The cell cycle is a highly regulated cell progression that leads to controlled cell division. Cells first prepare for DNA synthesis (G1 phase), replicate their DNA (S phase), prepare for mitosis (G2 phase), and undergo mitosis (M phase). Specific proteins serve as door guards at every phase to prevent cells from early entrance into the next stage of the cell cycle [26,27]. Cyclin D1 is a regulatory subunit of CDKs that regulates the G1-to-S cell cycle transition [28]. Many studies have shown that cyclin D1 activates CDK4 and CDK6 and drives cell cycle progression [29]. The cyclin D1-CDK4 complex facilitates G1/S transition [30]. A recent study has shown that CDK7 activates CDK4 to regulate G1 progression [31]. XPD decreases the activity of CDK7, which is an important stimulator of CDKs, thus suppressing cell proliferation [32]. Li reported that XPD dynamically localizes Cdk7/CAK to and away from subcellular substrates, thereby regulating cell proliferation, proving that the function of XPD in cell cycle regulation is independent of transcription or NER [33]. Accordingly, we supposed that the exogenous XPD may inhibit inappropriate proliferation of VSMCs. Our results showed XPD overexpression significantly augmented cell cycle arrest and attenuated CDK4 and cyclin D1 in VSMCs. Transfection of pEGFP-N2/XPD prior to PDGF incubation significantly suppressed G1/S transition and attenuated CDK4 and cyclin D1 in VSMCs with PDGF treatment. These results are consistent with previous studies reporting that CDK4 activation is prevented by CDK7 inhibition [34]. Cyclin D1/CDK4 complexes phosphorylate retinoblastoma 1(RB1), which releases E2F proteins, leading to the transactivation of genes required for the G1/S transition [35].

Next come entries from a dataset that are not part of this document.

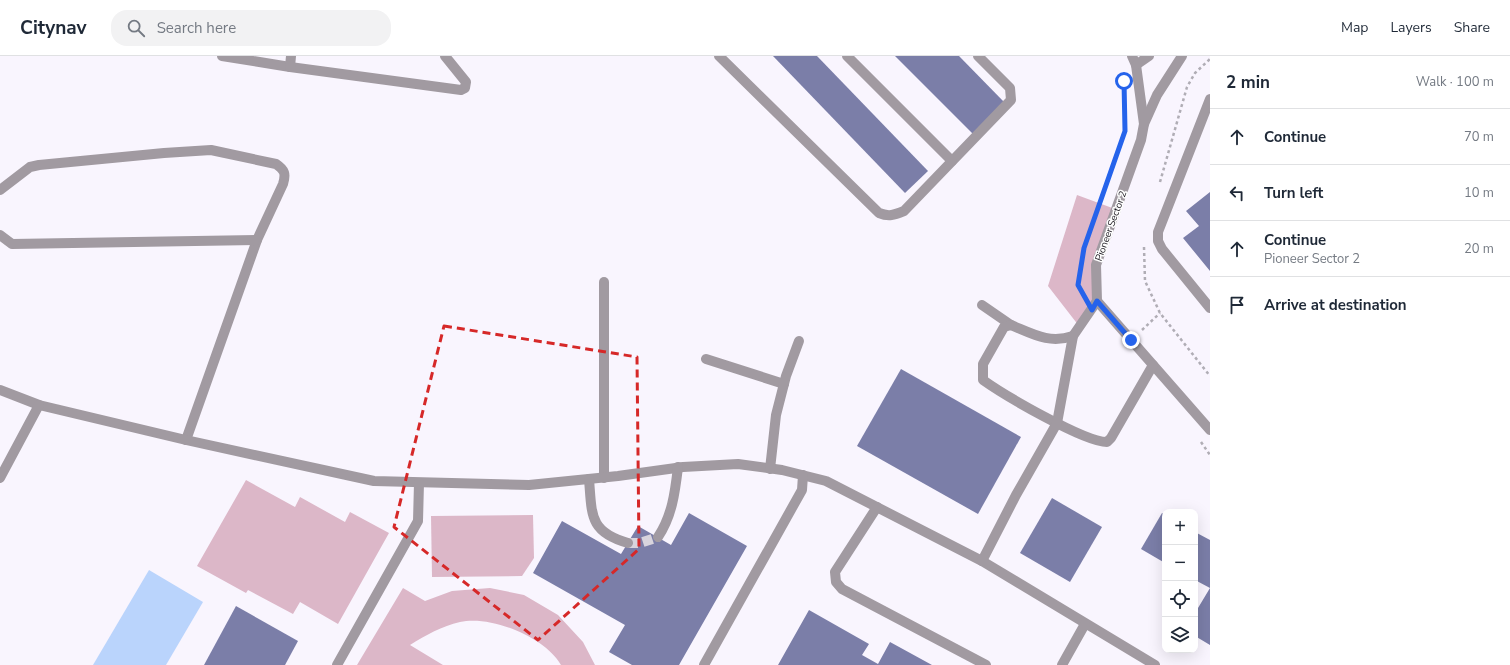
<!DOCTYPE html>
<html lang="en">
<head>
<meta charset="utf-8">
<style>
  body { margin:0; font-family:"Nunito Sans",sans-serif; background:#f2f2f3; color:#1f2937 }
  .controls { position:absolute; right:12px; bottom:12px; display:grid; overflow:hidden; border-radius:8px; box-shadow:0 4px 16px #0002 }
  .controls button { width:36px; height:36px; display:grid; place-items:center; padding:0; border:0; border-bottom:1px solid #e0e1e3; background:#fff; color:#1f2937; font:20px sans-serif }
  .stop { position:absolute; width:12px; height:12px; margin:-9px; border:3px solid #2563eb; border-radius:50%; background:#fff }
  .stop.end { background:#2563eb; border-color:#fff; box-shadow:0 1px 4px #0008 }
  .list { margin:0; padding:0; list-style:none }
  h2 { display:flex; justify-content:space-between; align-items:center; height:52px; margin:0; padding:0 16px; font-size:17px }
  h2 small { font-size:13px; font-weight:400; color:#747a83 }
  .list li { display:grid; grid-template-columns:26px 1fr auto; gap:12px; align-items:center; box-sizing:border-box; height:56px; padding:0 16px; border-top:1px solid #e0e1e3 }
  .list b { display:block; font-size:15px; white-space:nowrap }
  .list p { margin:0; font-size:13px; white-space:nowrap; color:#747a83 }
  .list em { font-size:13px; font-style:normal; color:#747a83 }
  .icon { flex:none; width:22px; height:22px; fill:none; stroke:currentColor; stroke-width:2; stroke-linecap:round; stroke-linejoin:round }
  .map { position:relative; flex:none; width:1210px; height:609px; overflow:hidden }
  header { display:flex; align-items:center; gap:24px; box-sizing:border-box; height:56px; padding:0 20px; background:#fff; border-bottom:1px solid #e0e1e3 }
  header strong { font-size:19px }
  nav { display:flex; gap:22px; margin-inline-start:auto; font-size:14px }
  .search { width:280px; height:36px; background:#f2f2f3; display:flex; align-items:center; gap:10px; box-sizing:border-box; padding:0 14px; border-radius:16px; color:#747a83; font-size:15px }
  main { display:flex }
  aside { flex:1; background:#fff }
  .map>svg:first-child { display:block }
  .green { fill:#dcb7c8 }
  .water { fill:#bad4fc }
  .building { fill:#7b7ea8 }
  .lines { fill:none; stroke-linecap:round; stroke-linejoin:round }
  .minor-tunnel { stroke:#d8d4dd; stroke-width:10; stroke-dasharray:10 5; stroke-linecap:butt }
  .path { stroke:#b0adb5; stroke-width:2.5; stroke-dasharray:3 3; stroke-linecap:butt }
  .minor { stroke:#a19aa1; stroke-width:10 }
  .route { stroke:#2563eb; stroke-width:5 }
  .marked { fill:none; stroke:#d62828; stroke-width:3; stroke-dasharray:8 5; stroke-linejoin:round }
  .labels { text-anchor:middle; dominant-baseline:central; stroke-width:3; stroke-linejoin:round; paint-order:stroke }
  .street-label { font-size:10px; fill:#1f1c23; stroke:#fff }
</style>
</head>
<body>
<header>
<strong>Citynav</strong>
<div class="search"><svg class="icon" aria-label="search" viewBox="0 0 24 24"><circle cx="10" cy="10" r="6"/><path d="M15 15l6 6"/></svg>Search here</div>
<nav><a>Map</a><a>Layers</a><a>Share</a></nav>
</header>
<main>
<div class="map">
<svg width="1210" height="609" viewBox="0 0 1210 609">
  <rect width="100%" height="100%" fill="#f9f5fe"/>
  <g class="green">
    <path d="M1077,139l38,14 -20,57 2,35 -18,25 -31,-40z"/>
    <path d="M246,424l49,27 5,-10 45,25 5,-10 39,21 -51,91 -38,-22 -7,12 -45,-24 -2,3 -49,-27z"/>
    <path d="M533,459l1,43 -12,18 -90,1 -1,-61z"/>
    <path d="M403,532l22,13 27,-10 38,-3 34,7 34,20 25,27 12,23h-34c-16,-28 -70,-50 -101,-43 -18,4 -34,13 -50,23l33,20h-86z"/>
  </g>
  <path class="water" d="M149,514l54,32 -37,63h-73z"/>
  <g class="building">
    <path d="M773,0h44l111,115 -23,22z"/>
    <path d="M895,0h64l46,47 -32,31z"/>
    <path d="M1210,136v79l-27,-33 16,-12 -13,-15z"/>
    <path d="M901,313l120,68 -43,77 -121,-68z"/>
    <path d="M1052,442l50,29 -32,55 -50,-29z"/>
    <path d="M689,457l58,33 -68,119h-47l-23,-13 16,-27 -92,-52 29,-52 59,33 17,-28 33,19z"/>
    <path d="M1162,457l3,2v48l-24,-14z"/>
    <path d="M1195,476l15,8v105l-15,-9v-23l15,-25 -15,-8z"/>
    <path d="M236,550l62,35 -13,24h-81z"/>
    <path d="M809,554l60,34 -7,11 16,9 12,-22 42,23h-154z"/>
  </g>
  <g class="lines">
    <path class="minor-tunnel" d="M628,487h12l18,-6"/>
    <g class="path">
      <path d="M1160,126l27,-95 8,-14 15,-14"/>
      <path d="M1144,191l1,34 15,32 50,63"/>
      <path d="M1084,194l41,-119v-29"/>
      <path d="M1080,217l-2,12 3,6"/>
      <path d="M1142,274l18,-17"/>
      <path d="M1201,386l9,13"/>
    </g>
    <g class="minor">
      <path d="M222,0l68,11 171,23 4,-2 1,-6 -21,-26"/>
      <path d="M719,0l160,157c10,4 15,2 25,-2l107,-111 -1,-12 -32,-32"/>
      <path d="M847,0l105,105"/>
      <path d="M1132,0l4,9 8,59 -3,16 -45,125 1,36 113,129"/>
      <path d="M1136,9l13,-9"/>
      <path d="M290,11l1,-11"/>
      <path d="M1210,43l-52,133v9l4,8 48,59"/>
      <path d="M1144,68l13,-29 25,-39"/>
      <path d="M0,134l30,-23 9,-2 125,-12 47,-3 65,14c9,6 10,10 7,20l-26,56 -71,200"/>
      <path d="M0,179l12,9 245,-4"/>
      <path d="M604,226v196"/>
      <path d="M982,249l29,20"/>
      <path d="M1073,280c-24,8 -40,-2 -62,-11l-7,2 -21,37v16c21,15 101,62 124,62l4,-4 42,-73"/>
      <path d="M706,303l78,25"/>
      <path d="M0,334l39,15 147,35 188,41 155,4 89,-9 65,-9 55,-3 44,6 44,11 156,80 173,104"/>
      <path d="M770,413l6,-54 10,-39 13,-35"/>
      <path d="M0,422l39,-73"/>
      <path d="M589,423c3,36 0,53 39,64"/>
      <path d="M877,451l-42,65 1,10 6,7 144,76"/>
      <path d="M658,481c14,-21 17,-44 20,-70"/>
      <path d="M982,505l34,-66 41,-72 16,-87 24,-35"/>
      <path d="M337,609l81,-144 1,-38"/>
      <path d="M704,609l98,-175 1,-15"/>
      <path d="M1062,609l23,-41"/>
    </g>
  </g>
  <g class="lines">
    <path class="route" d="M1124,25l1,50 -41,117 -6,37 14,25 5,-9 34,39"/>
  </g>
  <path class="marked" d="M444,270l193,31 2,192 -101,91 -144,-113z"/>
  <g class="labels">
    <g class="street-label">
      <text transform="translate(1111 170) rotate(-70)">Pioneer Sector 2</text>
    </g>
  </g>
</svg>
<div class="controls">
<button>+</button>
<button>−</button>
<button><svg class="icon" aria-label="locate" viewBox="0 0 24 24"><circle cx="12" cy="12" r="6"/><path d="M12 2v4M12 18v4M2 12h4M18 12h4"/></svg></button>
<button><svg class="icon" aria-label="layers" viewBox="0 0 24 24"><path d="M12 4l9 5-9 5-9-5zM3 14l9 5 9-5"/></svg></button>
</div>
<div class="stop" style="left:1124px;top:25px"></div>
<div class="stop end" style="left:1131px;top:284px"></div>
</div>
<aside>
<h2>2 min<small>Walk · 100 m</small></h2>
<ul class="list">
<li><svg class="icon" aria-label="ahead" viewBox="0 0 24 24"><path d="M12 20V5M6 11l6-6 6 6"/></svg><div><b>Continue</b></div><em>70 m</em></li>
<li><svg class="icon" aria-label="left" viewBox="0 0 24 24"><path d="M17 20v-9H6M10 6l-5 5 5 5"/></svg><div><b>Turn left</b></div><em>10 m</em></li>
<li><svg class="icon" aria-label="ahead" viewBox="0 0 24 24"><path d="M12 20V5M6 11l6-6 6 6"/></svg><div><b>Continue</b><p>Pioneer Sector 2</p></div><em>20 m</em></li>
<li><svg class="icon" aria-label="arrive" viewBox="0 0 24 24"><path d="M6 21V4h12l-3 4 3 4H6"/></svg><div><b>Arrive at destination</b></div></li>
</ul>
</aside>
</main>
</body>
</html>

The signaling mechanism underlying the inhibitory effects of XPD on VSMC proliferation remain uncharacterized. GSK3β is a multifunctional serine/threonine kinase and is associated with many cell processes, including cell proliferation, cell differentiation, cell migration, and the regulation of multiple transcription [36,37]. Phosphorylated GSK-3β participate in mPTP opening during ischemia [36]. GSK3β can be modulated by signal transduction pathways involved in cell processes, such as PKA, PKB, PKC, PKG, PI3K, and ERK1/2, leading to orderly cellular functions. It is inactivated by the phosphorylation of Ser9 [38,39]. PICART1, a novel p53-inducible tumor-suppressor lncRNA, suppressed cell proliferation through the AKT/GSK3β/β-catenin signaling cascade [40]. Wang reported that XPD contributes to accelerating cell apoptosis by increasing the expression of p53 [12]. In vitro, silencing of XPD led increased c-Myc expression [41]. It has been reported that c-Myc accelerates the expression of CDK4 and cyclin D1, and thus promotes G1/S transition [41,42]. GSK3β also can trigger the degradation of c-Myc by phosphorylating the specific site Thr58 [38]. Accordingly, we hypothesized that XPD regulates VSMC proliferation through activating GSK3β. Our results showed that XPD diminished the phosphorylation of GSK3β, while the GSK3β inhibitor SB216763 inhibited the reduction effect of XPD on CDK4 and cyclin D1. These results suggest the activation of GSK3β is critical in the interaction. It would be of interest to elucidate the underlying mechanisms by which XPD induces cell cycle arrest by decreasing the phosphorylation of GSK3β.

Conclusions

XPD participates in the regulation of VSMC proliferation. XPD induces VSMC cell cycle arrest, and the activation of GSK3β plays a crucial role in the inhibitory effect of XPD on VSMC proliferation.

Limitations

There are several limitations to this study. One is that we only studied an in vitro cell model. Although we showed that the inhibitory effect of XPD on VSMC proliferation may be mediated by GSK3β, we did not examine the molecular mechanism(s) by which XPD affects the phosphorylation of GSK3β.